Root Causes from Solution Design

Customer Expectations

Failure to set and manage customer expectations can lead to false beliefs and disputes over scope or responsibilities. Prevention Measures:

  • Be careful when setting customer expectations. Be conservative in describing the project and try to “under promise and over deliver” rather than “over promise and under deliver.”
  • Caution the customer about the challenges of the project.
  • Make sure the customer fully understands and agrees with proposed solutions.
  • Encourage the customer to budget for changes upfront, so they will have the flexibility to address changing requirements during the project without seeking additional funding.
  • At the beginning of a project, document with the customer their expectations and priorities. Once the expectations and priorities are established, the project team should list actions which will be taken to meet those expectations.
  • Make sure the customer fully understands the importance of their involvement and responsibilities in the project. The customer’s full involvement and commitment are essential to the success of a project. The customer should think of themselves as part of a team rather than spectators.

Inaccurate Estimates

Many projects have been financially doomed from the beginning because of underestimating the effort required to complete a project. Prevention Measures:

  • Utilize experienced project team members to develop or validate the estimates during proposal preparation.
  • Use the most appropriate estimating tools available.
  • Adjust for the learning curve of new development tools and methodologies, systems management efforts, untested HW and SW components, adequate testing and correction periods, and unknown risks.
  • Review Intellectual Capital for similar completed contracts for actual costs.
  • Include subject matter experts and PMs for a bottom-up, or task level, estimate of hours.
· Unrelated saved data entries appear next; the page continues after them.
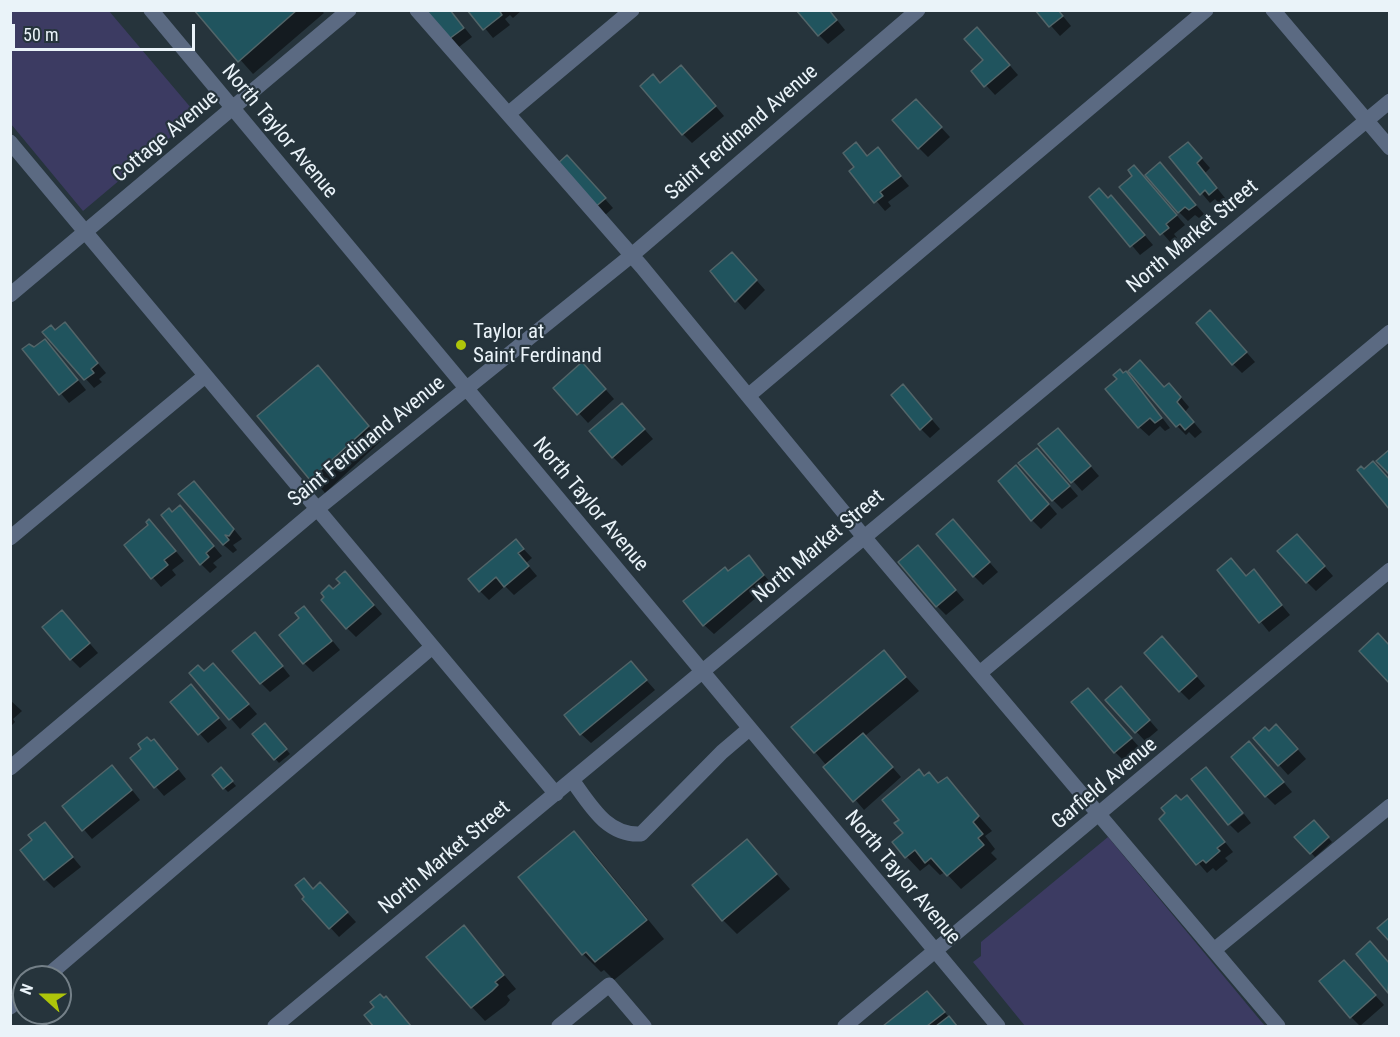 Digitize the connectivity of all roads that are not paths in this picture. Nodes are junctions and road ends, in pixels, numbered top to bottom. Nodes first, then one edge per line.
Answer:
1 (151, 10) edge
2 (349, 10) edge
3 (417, 10) edge
4 (632, 10) edge
5 (918, 10) edge
6 (1206, 10) edge
7 (1273, 10) edge
8 (1389, 101) edge
9 (233, 109) junction
10 (508, 114) junction
11 (1366, 120) junction
12 (10, 142) edge
13 (1389, 148) edge
14 (86, 232) junction
15 (632, 255) junction
16 (10, 295) edge
17 (1389, 332) edge
18 (205, 376) junction
19 (466, 389) junction
20 (748, 396) junction
21 (317, 509) junction
22 (864, 537) junction
23 (10, 538) edge
24 (1389, 570) edge
25 (432, 647) junction
26 (702, 672) junction
27 (981, 672) junction
28 (749, 729) junction
29 (10, 768) edge
30 (572, 780) junction
31 (556, 794) junction
32 (1389, 806) edge
33 (1102, 814) junction
34 (1214, 950) junction
35 (935, 951) junction
36 (60, 965) edge
37 (275, 1026) edge
38 (559, 1026) edge
39 (644, 1026) edge
40 (845, 1026) edge
41 (998, 1026) edge
42 (1278, 1026) edge

1 - 9 street, North Taylor Avenue
2 - 9 street, Cottage Avenue
3 - 10 street
4 - 10 street
5 - 15 street, Saint Ferdinand Avenue
6 - 20 street
7 - 11 street
8 - 11 street, North Market Street
9 - 14 street, Cottage Avenue
9 - 19 street, North Taylor Avenue
10 - 15 street
11 - 13 street
11 - 22 street, North Market Street
12 - 14 street
14 - 16 street, Cottage Avenue
14 - 18 street
15 - 19 street, Saint Ferdinand Avenue
15 - 20 street
17 - 27 street
18 - 21 street
18 - 23 street
19 - 21 street, Saint Ferdinand Avenue
19 - 26 street, North Taylor Avenue
20 - 22 street
21 - 25 street
21 - 29 street, Saint Ferdinand Avenue
22 - 26 street, North Market Street
22 - 27 street
24 - 33 street, Garfield Avenue
25 - 31 street
25 - 36 street
26 - 28 street, North Taylor Avenue
26 - 30 street, North Market Street
27 - 33 street
28 - 30 street
28 - 35 street, North Taylor Avenue
30 - 31 street, North Market Street
31 - 37 street, North Market Street
32 - 34 street
33 - 34 street
33 - 35 street, Garfield Avenue
34 - 42 street
35 - 40 street, Garfield Avenue
35 - 41 street, North Taylor Avenue
38 - 39 street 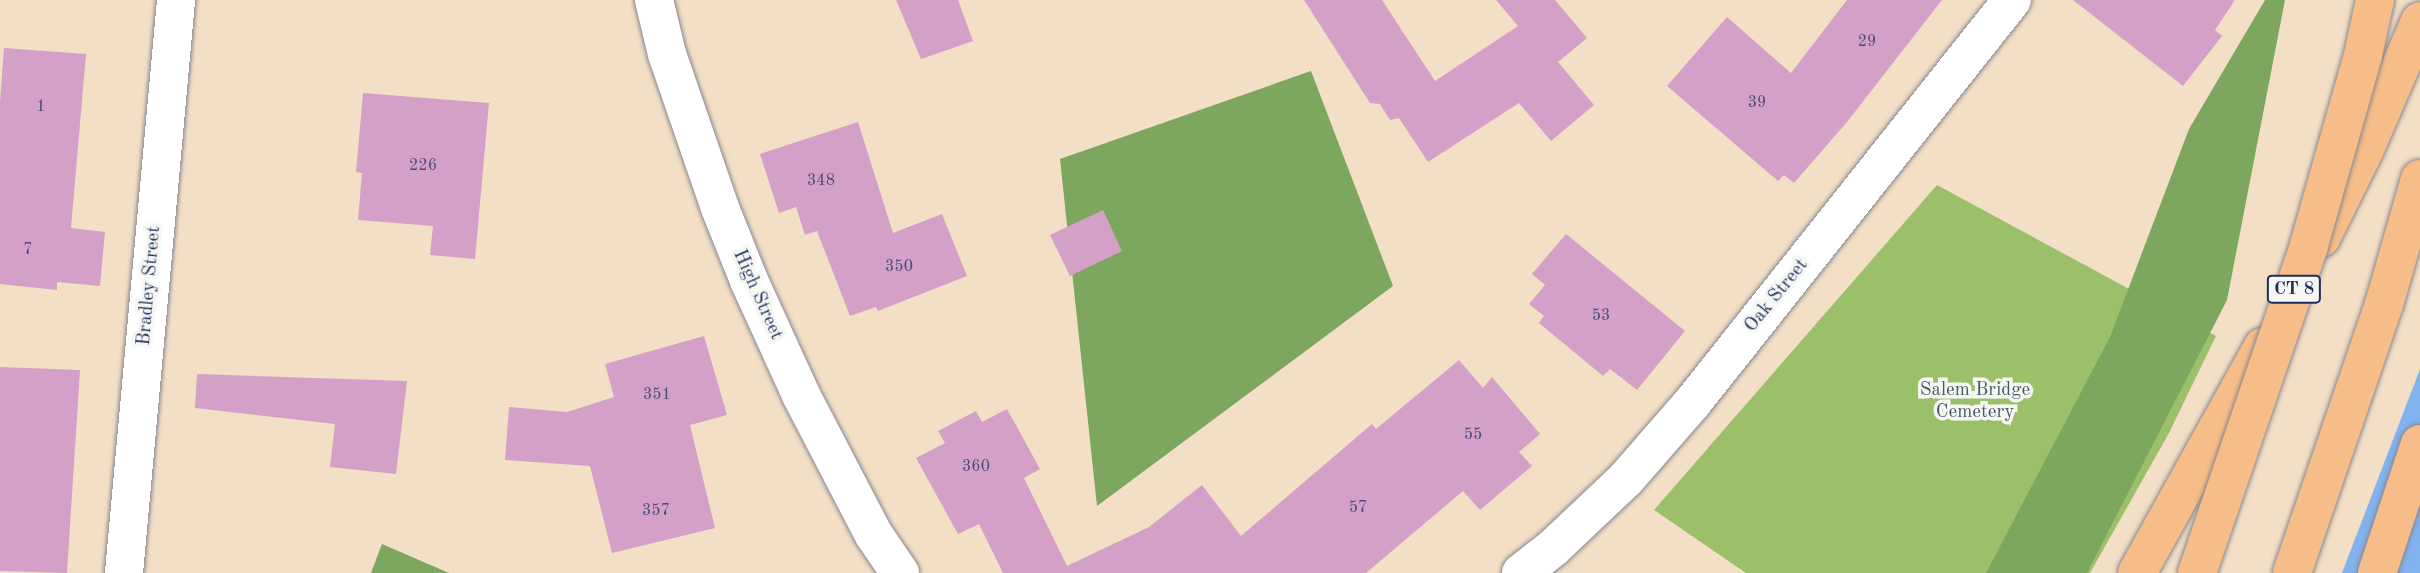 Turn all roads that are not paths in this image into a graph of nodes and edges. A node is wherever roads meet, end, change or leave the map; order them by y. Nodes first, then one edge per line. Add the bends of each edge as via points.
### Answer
1 (176, 0) edge
2 (654, 0) edge
3 (2012, 0) edge
4 (2375, 0) edge
5 (2420, 20) edge
6 (2420, 179) edge
7 (2420, 444) edge
8 (124, 573) edge
9 (900, 573) edge
10 (1521, 573) edge
11 (2137, 573) edge
12 (2197, 573) edge
13 (2292, 573) edge
14 (2377, 573) edge

1 - 8 street, Bradley Street
2 - 9 street, High Street via 667,54 750,282 801,395 874,535
3 - 10 street, Oak Street via 1693,402 1626,479
4 - 12 highway, CT 8, bridge via 2309,245
5 - 11 highway via 2365,149 2308,264
6 - 13 highway via 2385,301
7 - 14 highway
Failure to Plan for Risk Containment

All projects have risks, and they should be understood and planned for prior to beginning a project.  Prevention Measures:

  • Utilize technical, peer, and assurance reviews to identify risks and develop containment actions and strategies.
  • Create a Risk Management Plan during the proposal preparation stage. Review the plan with Quality Assurance (QA) and management to ensure that it covers the major risks and has appropriate plans to contain them.
  • Maintain/update the Risk Management Plan throughout the life of the project.

Insufficient Test Plans

All too often, the time allocated for testing is insufficient and/or doesn’t allow for time to do follow-up testing when the first set of testing points out problems that must be addressed.  Prevention Measures:

  • Include a pilot or testing phase in the approved solution and include a provision for subsequent pilot/test period as appropriate.
  • Include the pilot/testing phase in the project plan and share with the customer what the schedule expectations are.
  • If needed, re-baseline the schedule with the customer.
  • A test manager or test expert should be involved during the engagement to validate the viability of the proposed testing plans and schedules.

Inaccurate Staffing Plans

In many situations the skills thought necessary on a project do not match the skills required to deliver the project. For example, the staffing plan may call for DB2 programmers when it’s C++ programmers that are needed. Also, you might have the people with the right skills, but they are not available when you need them because they are working on other projects. Prevention Measures:

  • Use subject matter experts and PMs to validate estimates and scope.
  • Consider using subcontractors (especially when a specialized skill is to be performed) and check their references. Make it clear that the subcontractors report to the assigned PM.

Root Causes from Solution Delivery

Ineffective Startup

It’s important that the customer be entirely aware of the scope of the project, the project plan, and how the customer personnel will be used as a part of the overall project. Prevention Measures:

  • Hold a customer kickoff meeting to define scope (not to develop WBS), identify the purpose of the project and expected output, identify potential risks and preliminary plans, and present immediate plans for the project. Also, describe what each project team member will be doing in the first several days of the project or until you meet again.
  • Include the customer in the planning session(s) to assist with defining the WBS. Make the project planning session different than the project kickoff meeting.
  • The customer’s staff should also clearly understand their responsibilities

Lack of Management Oversight/Support

Line management in some cases does not have a good mechanism to track its respective portfolio of projects and therefore, projects often become troubled before they come to the attention of management. Management assistance sometimes comes too late. Prevention Measures:

  • Line management should ensure that a mechanism is in place to closely track the status of all significant projects.
  • Close monitoring of troubled projects by line management should be instituted.
  • PMs should keep line management briefed on a frequent basis about the status of their projects.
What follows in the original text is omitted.